A potential variant of an RSA based on the parameters used in the screenshot above

 

When setting up RSAs, you may have some ads where you want to ensure that a certain headline displays only in a single position, like making sure that a headline displaying the product name is always appearing in the first position. You can accomplish this via Pinning: an option available on each individual headline or description to ensure that it only appears in one of the positions. Clicking on the Thumbtack icon on the headline will bring up the pinning menu:

Use the Pinning feature, shown here, to ensure that your ads only display in your preferred position(s)
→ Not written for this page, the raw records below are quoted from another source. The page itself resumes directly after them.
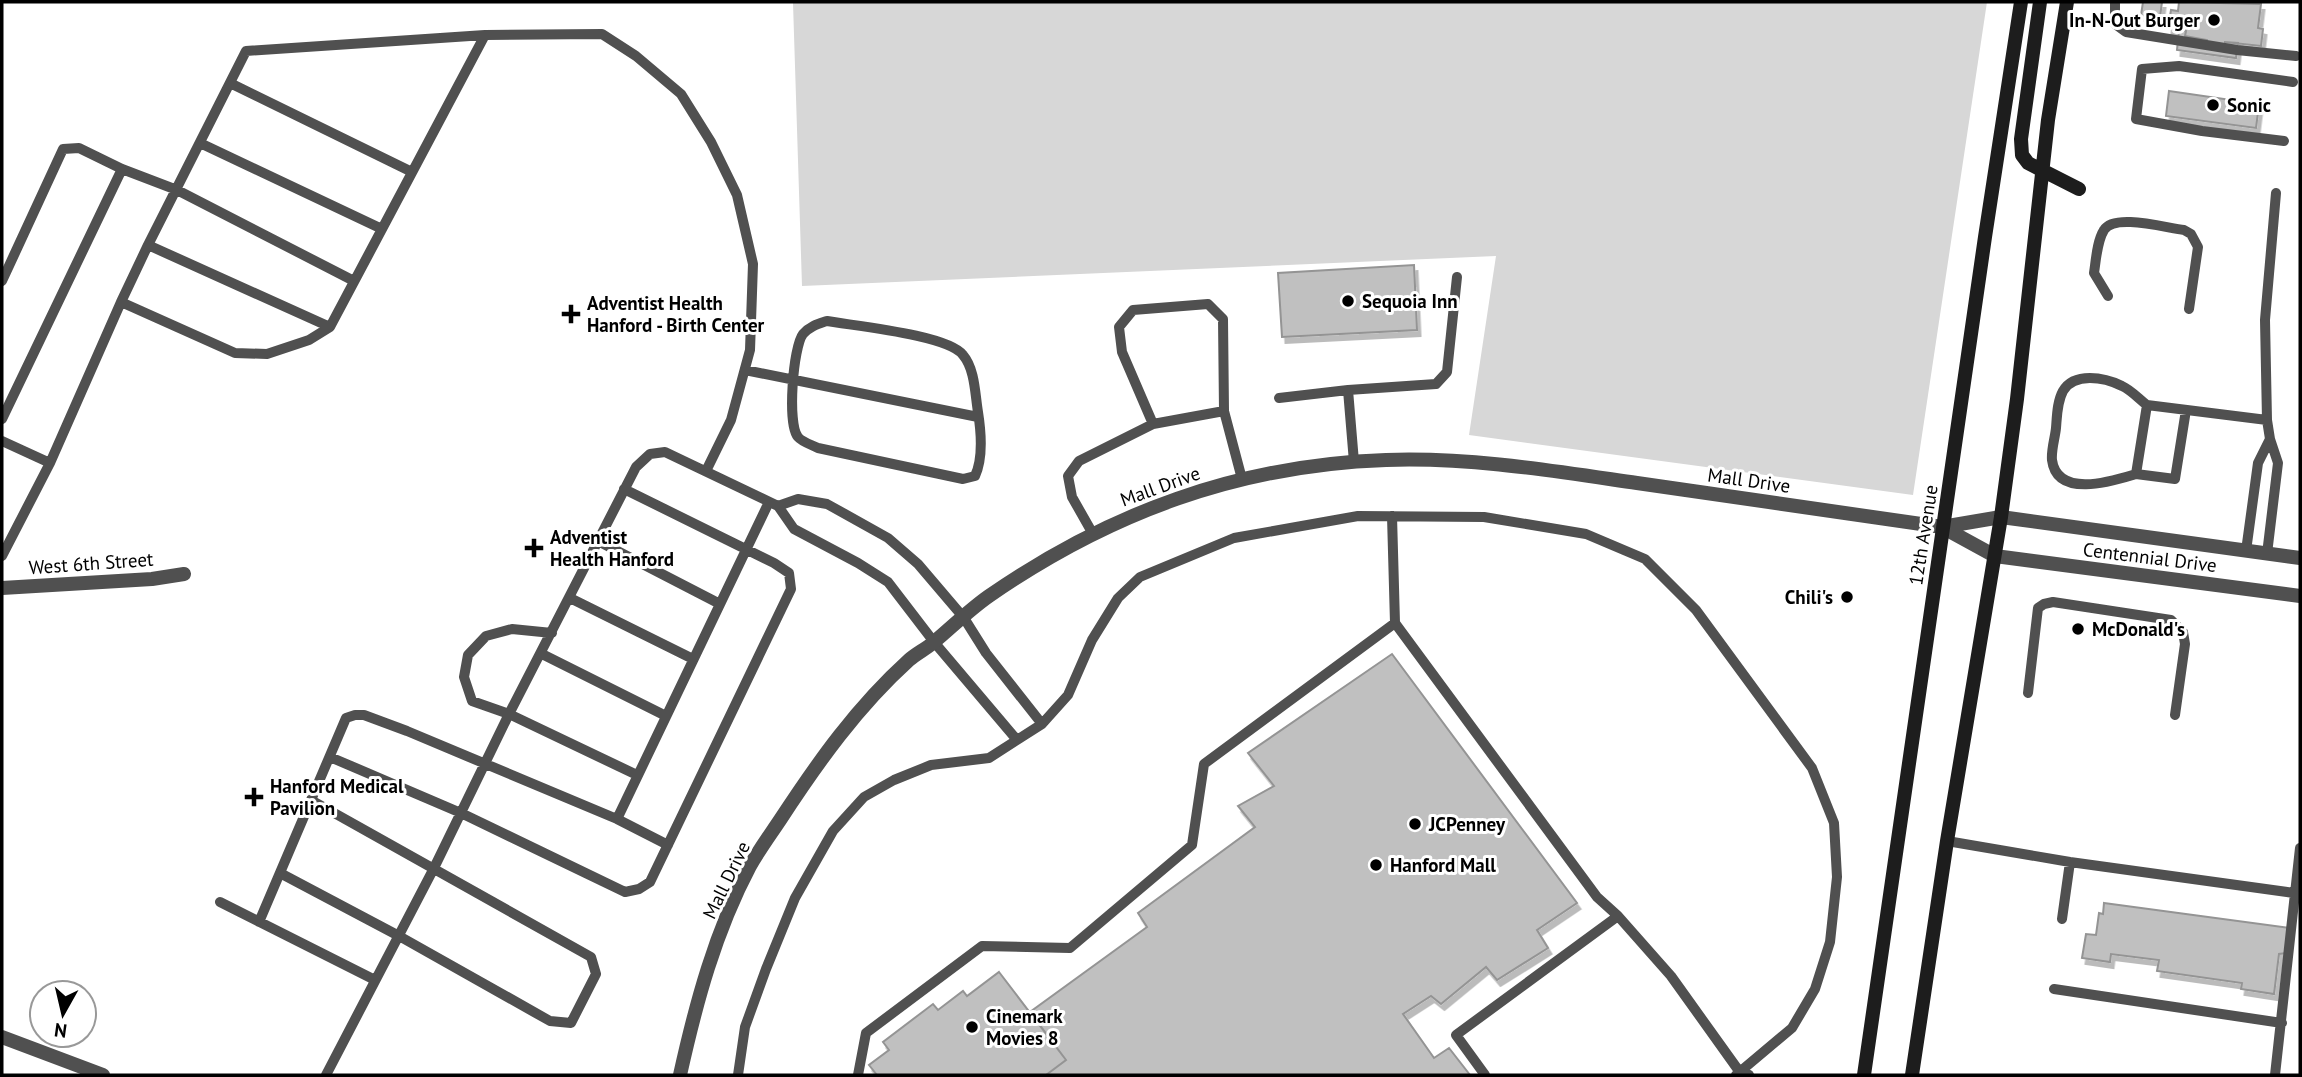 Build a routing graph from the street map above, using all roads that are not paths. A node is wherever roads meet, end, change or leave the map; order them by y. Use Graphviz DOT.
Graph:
graph roads {
  1 [pos="2021,2"];
  2 [pos="2040,2"];
  3 [pos="2067,2"];
  4 [pos="2115,2"];
  5 [pos="485,35"];
  6 [pos="2297,56"];
  7 [pos="2293,82"];
  8 [pos="230,83"];
  9 [pos="2284,141"];
  10 [pos="201,143"];
  11 [pos="122,169"];
  12 [pos="2042,170"];
  13 [pos="412,172"];
  14 [pos="2079,189"];
  15 [pos="177,190"];
  16 [pos="2276,193"];
  17 [pos="382,229"];
  18 [pos="148,244"];
  19 [pos="1457,276"];
  20 [pos="2,281"];
  21 [pos="354,281"];
  22 [pos="2108,296"];
  23 [pos="121,302"];
  24 [pos="2189,309"];
  25 [pos="330,327"];
  26 [pos="745,370"];
  27 [pos="793,380"];
  28 [pos="1348,390"];
  29 [pos="1279,398"];
  30 [pos="2147,405"];
  31 [pos="2186,410"];
  32 [pos="1224,411"];
  33 [pos="978,417"];
  34 [pos="2,419"];
  35 [pos="2267,420"];
  36 [pos="1153,424"];
  37 [pos="2270,439"];
  38 [pos="2,440"];
  39 [pos="1354,461"];
  40 [pos="50,463"];
  41 [pos="706,471"];
  42 [pos="2136,474"];
  43 [pos="1242,480"];
  44 [pos="624,489"];
  45 [pos="774,504"];
  46 [pos="1392,516"];
  47 [pos="2001,517"];
  48 [pos="1942,527"];
  49 [pos="1093,534"];
  50 [pos="598,541"];
  51 [pos="746,549"];
  52 [pos="2246,551"];
  53 [pos="2267,554"];
  54 [pos="2,556"];
  55 [pos="1995,556"];
  56 [pos="2300,558"];
  57 [pos="184,574"];
  58 [pos="2,588"];
  59 [pos="2300,596"];
  60 [pos="570,598"];
  61 [pos="720,604"];
  62 [pos="964,618"];
  63 [pos="1395,623"];
  64 [pos="552,633"];
  65 [pos="934,642"];
  66 [pos="542,654"];
  67 [pos="693,659"];
  68 [pos="2028,693"];
  69 [pos="509,714"];
  70 [pos="2175,715"];
  71 [pos="666,716"];
  72 [pos="1042,724"];
  73 [pos="1017,740"];
  74 [pos="330,757"];
  75 [pos="486,765"];
  76 [pos="638,775"];
  77 [pos="311,800"];
  78 [pos="461,813"];
  79 [pos="617,818"];
  80 [pos="1947,841"];
  81 [pos="668,845"];
  82 [pos="2300,848"];
  83 [pos="2070,862"];
  84 [pos="434,868"];
  85 [pos="280,873"];
  86 [pos="2294,893"];
  87 [pos="220,902"];
  88 [pos="1618,916"];
  89 [pos="2062,919"];
  90 [pos="259,922"];
  91 [pos="399,936"];
  92 [pos="375,980"];
  93 [pos="2054,989"];
  94 [pos="2282,1023"];
  95 [pos="2,1037"];
  96 [pos="1742,1074"];
  97 [pos="103,1075"];
  98 [pos="326,1075"];
  99 [pos="680,1075"];
  100 [pos="738,1075"];
  101 [pos="858,1075"];
  102 [pos="1485,1075"];
  103 [pos="1864,1075"];
  104 [pos="1912,1075"];
  105 [pos="2276,1075"];
  1 -- 48 [label="main road, 12th Avenue"];
  2 -- 12 [label="main road"];
  3 -- 12 [label="main road"];
  4 -- 6 [label="lane"];
  5 -- 8 [label="lane"];
  5 -- 13 [label="lane"];
  5 -- 26 [label="lane"];
  7 -- 9 [label="lane"];
  8 -- 10 [label="lane"];
  8 -- 13 [label="lane"];
  10 -- 15 [label="lane"];
  10 -- 17 [label="lane"];
  11 -- 15 [label="lane"];
  11 -- 20 [label="lane"];
  11 -- 34 [label="lane"];
  12 -- 14 [label="main road"];
  12 -- 47 [label="main road"];
  13 -- 17 [label="lane"];
  15 -- 18 [label="lane"];
  15 -- 21 [label="lane"];
  16 -- 35 [label="lane"];
  17 -- 21 [label="lane"];
  18 -- 23 [label="lane"];
  18 -- 25 [label="lane"];
  19 -- 28 [label="lane"];
  21 -- 25 [label="lane"];
  22 -- 24 [label="lane"];
  23 -- 25 [label="lane"];
  23 -- 40 [label="lane"];
  26 -- 27 [label="lane"];
  26 -- 41 [label="lane"];
  27 -- 33 [label="lane"];
  27 -- 33 [label="lane"];
  27 -- 33 [label="lane"];
  28 -- 29 [label="lane"];
  28 -- 39 [label="lane"];
  30 -- 31 [label="lane"];
  30 -- 42 [label="lane"];
  30 -- 42 [label="lane"];
  31 -- 35 [label="lane"];
  31 -- 42 [label="lane"];
  32 -- 36 [label="lane"];
  32 -- 36 [label="lane"];
  32 -- 43 [label="lane"];
  35 -- 37 [label="lane"];
  36 -- 49 [label="lane"];
  37 -- 52 [label="lane"];
  37 -- 53 [label="lane"];
  38 -- 40 [label="lane"];
  39 -- 43 [label="street, Mall Drive"];
  39 -- 48 [label="street, Mall Drive"];
  40 -- 54 [label="lane"];
  41 -- 44 [label="lane"];
  41 -- 45 [label="lane"];
  43 -- 49 [label="street, Mall Drive"];
  44 -- 50 [label="lane"];
  44 -- 51 [label="lane"];
  45 -- 51 [label="lane"];
  45 -- 62 [label="lane"];
  45 -- 65 [label="lane"];
  46 -- 63 [label="lane"];
  46 -- 72 [label="lane"];
  46 -- 96 [label="lane"];
  47 -- 48 [label="street, Mall Drive"];
  47 -- 52 [label="street, Centennial Drive"];
  47 -- 55 [label="main road"];
  48 -- 55 [label="street, Mall Drive"];
  48 -- 103 [label="main road, 12th Avenue"];
  49 -- 62 [label="street, Mall Drive"];
  50 -- 60 [label="lane"];
  50 -- 61 [label="lane"];
  51 -- 61 [label="lane"];
  51 -- 81 [label="lane"];
  52 -- 53 [label="street, Centennial Drive"];
  53 -- 56 [label="street, Centennial Drive"];
  55 -- 59 [label="street, Centennial Drive"];
  55 -- 80 [label="main road"];
  57 -- 58 [label="street, West 6th Street"];
  60 -- 64 [label="lane"];
  60 -- 67 [label="lane"];
  61 -- 67 [label="lane"];
  62 -- 65 [label="street, Mall Drive"];
  62 -- 72 [label="lane"];
  63 -- 88 [label="lane"];
  63 -- 101 [label="lane"];
  64 -- 66 [label="lane"];
  64 -- 69 [label="lane"];
  65 -- 73 [label="lane"];
  65 -- 99 [label="street, Mall Drive"];
  66 -- 69 [label="lane"];
  66 -- 71 [label="lane"];
  67 -- 71 [label="lane"];
  68 -- 70 [label="lane"];
  69 -- 75 [label="lane"];
  69 -- 76 [label="lane"];
  71 -- 76 [label="lane"];
  72 -- 73 [label="lane"];
  73 -- 100 [label="lane"];
  74 -- 75 [label="lane"];
  74 -- 77 [label="lane"];
  74 -- 78 [label="lane"];
  75 -- 78 [label="lane"];
  75 -- 79 [label="lane"];
  76 -- 79 [label="lane"];
  77 -- 84 [label="lane"];
  77 -- 85 [label="lane"];
  78 -- 81 [label="lane"];
  78 -- 84 [label="lane"];
  79 -- 81 [label="lane"];
  80 -- 83 [label="lane"];
  80 -- 104 [label="main road"];
  82 -- 86 [label="lane"];
  83 -- 86 [label="lane"];
  83 -- 89 [label="lane"];
  84 -- 91 [label="lane"];
  84 -- 91 [label="lane"];
  85 -- 90 [label="lane"];
  85 -- 91 [label="lane"];
  86 -- 94 [label="lane"];
  87 -- 90 [label="lane"];
  88 -- 96 [label="lane"];
  88 -- 102 [label="lane"];
  90 -- 92 [label="lane"];
  91 -- 92 [label="lane"];
  92 -- 98 [label="lane"];
  93 -- 94 [label="lane"];
  94 -- 105 [label="lane"];
  95 -- 97 [label="street"];
}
Beyond these specific changes, ad creation for RSAs should still follow regular AdWords best practices. Keep messaging clear and concise, include the relevant keywords in the ad text, and make sure to feature clear calls-to-action.

Benefits and Drawbacks

Beyond the potential benefits of increased space for messaging, RSAs have a number of advantages over our previous generation of static ads (although, they also have a few disadvantages). Here’s our analysis of the pros and cons:

 

Pros

  • Automated testing: With constant cycling between headlines and descriptions, Google is going to generate a lot of data about which types of ad variants are the most profitable. It will then prioritize those high-performing variants automatically, giving your ads the best possible chance to lead to a sale.
  • Save time on creation: Instead of manually creating multiple ads, each of your ad groups will only need a single RSA cycling through ad copy, saving you time that would’ve been spent creating and optimizing variants.
  • Enhanced descriptions: Description copy real estate has more than doubled with RSAs, which means that the description area can contain even more info than in previous ad formats (i.e. promotional details and additional relevant keywords). It appears that Google is dropping a period character “.” between each headline, so grammar-sticklers will want to avoid ending their description lines with any punctuations to avoid errors.

 

Cons

  • Lack of in-depth visibility: While Google will be doing the testing for you on these campaigns, we have yet to see if they will be sharing the data that is generated. Unlike other ad formats, it may be hard to pick a clear winner between two specific ad copy lines, as there isn’t any visibility into how certain variants compare to others. We may see more functionality around testing coming down the line, or Google may treat RSAs as a black box of possible variants, which is one complaint that AdWords users have made about the current generation of responsive display ads.
  • Lack of cohesion: Certain advertisers may have developed strategies for optimizing specific headline copy based on placement. These RSAs are asking AdWords advertisers to release the reigns on some of those tightly calculated strategies in favor of automation. Instead of a specific story being told between two headlines, advertisers will need to assume that each headline in a given add will need to stand on its own to avoid unclear messaging. The Pinning feature provides a partial workaround on this issue, but it will probably still require a change of thinking during ad creation for many experienced ad copywriters.
  • Loss of Ad Customizers: As of now, the RSAs are not supporting the Ad Customizer feature, which let advertisers to develop backend databases for their ad text. This may be a detriment to advertisers who use customizers for complex campaigns strategies like rotating promotions, campaign-based disclaimer messages or product-specific copy pulled from product feed data. At this time, only the {Keyword} ad enhancer will work in an RSA, which means other advanced copy functions like {Countdowns} and {IF} functions will not work. It’s unclear if this functionality will be coming later, but in the meantime, you’ll need to keep your all headlines static in order to create these ads.

What to Make of it All

RSAs are a clear upgrade in terms of advertising real estate, and slot nicely with Google’s drive for increased automation on the platform over the last couple of months. Advertisers would be wise to start experimenting with the new format, not only to get a leg up on competition but also to learn what strategies will work best for your copy when Google has more control over how messaging is displayed.